The Gwinnett County Sheriff’s Department in Georgia is the latest police agency to face accusations of abuse involving a jailhouse restraint chair.
A potentially damning document has been filed in the federal lawsuit against Gwinnett County Sheriff Butch Conway and other jail leadership, an expert calling the department’s use of restraint chairs “a ruse for implementing excessive force” . . .
A report filed last week by Allen Ault — a 40-year corrections veteran and former commissioner of the Georgia Department of Corrections — sided with the plaintiffs. The nine-page document had no shortage of strongly worded opinions on the Gwinnett County jail’s RRT [rapid response team] and its use of the restraint chair, which consists of arm, leg and lap constraints designed to “limit the movement of (inmates) who . . . create a danger to themselves and/or others.”
Ault’s thoughts included the following:
— “In my opinion, the problem is not how they conduct a takedown, but rather, the almost total indiscriminate use of the RRT that have now become standard practice in the jail.”
— “Although it would be a daunting task to get the actual number of deployments of other Response Teams, I would venture to state, based upon my experience in the field and without fear of contradiction, that the Gwinnett County RRT has been deployed more often in the last thirteen years then (sic) the combined total of all other County, State and Federal facilities located in the state of Georgia.”
— “Instead of the RRT being deployed as the last resort, it is being deployed as the first choice of preference by staff to handle a ‘problem’ inmate. Upon arrival, the RRT routinely uses force where no force is justified.”
— “It was also obvious that it was being used to punish some individuals who had been ‘vulgar’ in either language and/or deed in ‘reception’ or elsewhere in the jail before being placed in a cell.”
— “… way too often, in my opinion the ‘takedown’ and the use of the ‘restraint chair’ is a ruse for implementing excessive force.”
A restraint chair — sometimes dubbed the “Devil’s Chair” by critics — is a tool, just like a baton, a stun gun or any other piece of police equipment. There may well be proper uses for it. But jail officials in police agencies across the country have been found to have used it to administer abuse. I summarized some of those cases in a 2012 article about Nick Christie, a 62-year-old man who was pepper-sprayed to death while strapped to a restraint chair in Lee County, Florida.
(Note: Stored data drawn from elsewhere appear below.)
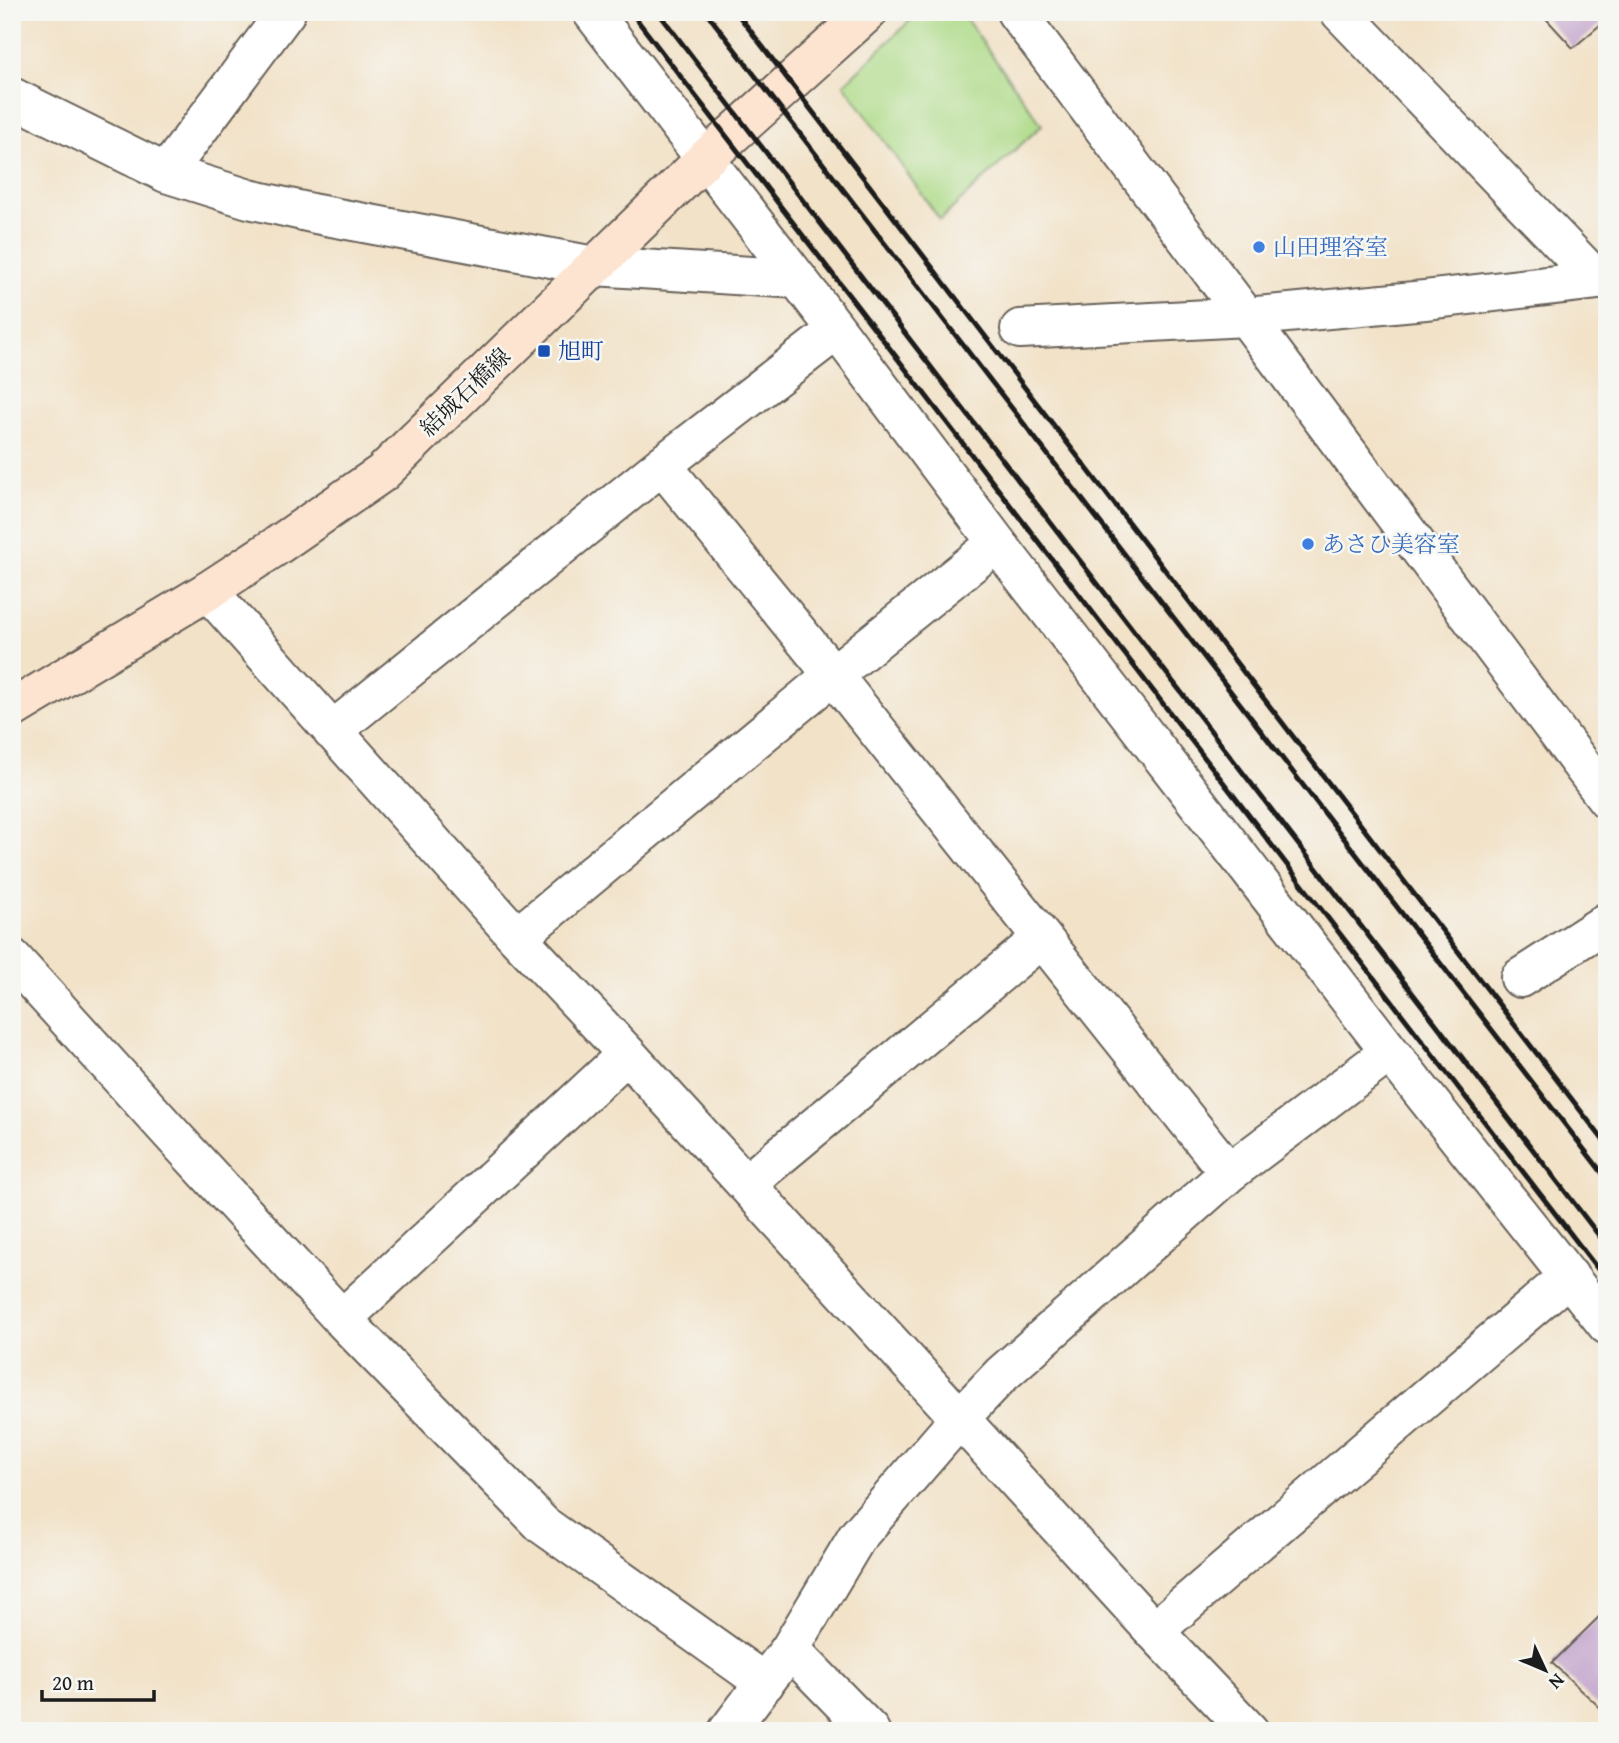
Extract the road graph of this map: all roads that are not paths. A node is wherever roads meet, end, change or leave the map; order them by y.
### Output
1 (286, 12) edge
2 (592, 12) edge
3 (868, 12) edge
4 (1016, 12) edge
5 (1340, 12) edge
6 (12, 97) edge
7 (705, 159) junction
8 (166, 173) junction
9 (594, 266) junction
10 (797, 279) junction
11 (1602, 280) edge
12 (1246, 317) junction
13 (1020, 329) dead end
14 (837, 330) junction
15 (662, 465) junction
16 (997, 543) junction
17 (208, 591) junction
18 (833, 675) junction
19 (12, 709) edge
20 (332, 731) junction
21 (1607, 799) edge
22 (1607, 922) edge
23 (517, 937) junction
24 (1042, 938) junction
25 (12, 958) edge
26 (1520, 978) dead end
27 (1390, 1052) junction
28 (627, 1054) junction
29 (1229, 1173) junction
30 (746, 1184) junction
31 (1569, 1276) junction
32 (342, 1318) junction
33 (1607, 1325) edge
34 (959, 1419) junction
35 (1154, 1631) junction
36 (790, 1649) junction
37 (765, 1683) junction
38 (729, 1731) edge
39 (870, 1731) edge
40 (1249, 1731) edge

1 - 8 street
2 - 7 street
3 - 7 main road, 結城石橋線
4 - 12 street
5 - 11 street
6 - 8 street
7 - 9 main road, 結城石橋線
7 - 10 street
8 - 9 street
9 - 10 street
9 - 17 main road, 結城石橋線
10 - 14 street
11 - 12 street
12 - 13 street
12 - 21 street
14 - 15 street
14 - 16 street
15 - 18 street
15 - 20 street
16 - 18 street
16 - 27 street
17 - 19 main road, 結城石橋線
17 - 20 street
18 - 23 street
18 - 24 street
20 - 23 street
22 - 26 street
23 - 28 street
24 - 29 street
24 - 30 street
25 - 32 street
27 - 29 street
27 - 31 street
28 - 30 street
28 - 32 street
29 - 34 street
30 - 34 street
31 - 33 street
31 - 35 street
32 - 37 street
34 - 35 street
34 - 36 street
35 - 40 street
36 - 37 street
36 - 39 street
37 - 38 street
There have been a number of deaths over the years at least in part attributed to what critics call “the devil’s chair” or the “torture chair.” In a 2000 article for The Progressive Anne-Marie Cusac documented 11 deaths, including several inmates with mental illness as well as cases in which inmates were pepper sprayed after they had been restrained. Cusac notes that in the 1999 case of James Arthur Livingston, who died after being strapped to a restraint chair in Tarrant County, Texas, the first deputy who attempted to give Livingston CPR wrote in his report, “I then removed myself from the area and walked into the sally port, where I threw up from inhaling pepper gas residue from inmate Livingston.”
In 2004, the Dayton City Paper wrote about three restraint chair-related deaths in Dayton County, Ohio, alone.
Restraint chair-related lawsuits alleging patterns of abuse have proliferated across the country, including in Iowa, Georgia (PDF), Colorado, Texas, California, New Jersey and Maricopa County, Arizona, where the chairs were finally replaced in 2006 after three deaths and several million dollars paid out in settlements.
Florida has also had its share of restraint chair problems. Four of the 11 deaths Cusac chronicles in her 2000 article took place in Florida jails. In 2007, Lake County paid out a $500,000 settlement to the family of a woman who suffocated in a restraint chair, though the settlement didn’t bar the county from using the chair in the future. The state has also been the scene of a years-long, high-profile controversy following the use of a restraint chair on the daughter of the Florida state attorney in 2005.
Some of these cases may be the result of poor training, others due to a culture of abuse within a police agency. But the very nature of the restraint chair seems to make it particularly prone to abuse and excessive force. The state of Utah has banned the chair entirely, as has the Florida Department of Juvenile Corrections and the Florida State Prison System. Vermont prohibits using the chair as a form of punishment and requires a medical and mental health professional to sign off before it can be used. Several other states put restrictions on under what circumstances the chair can be used and for how long.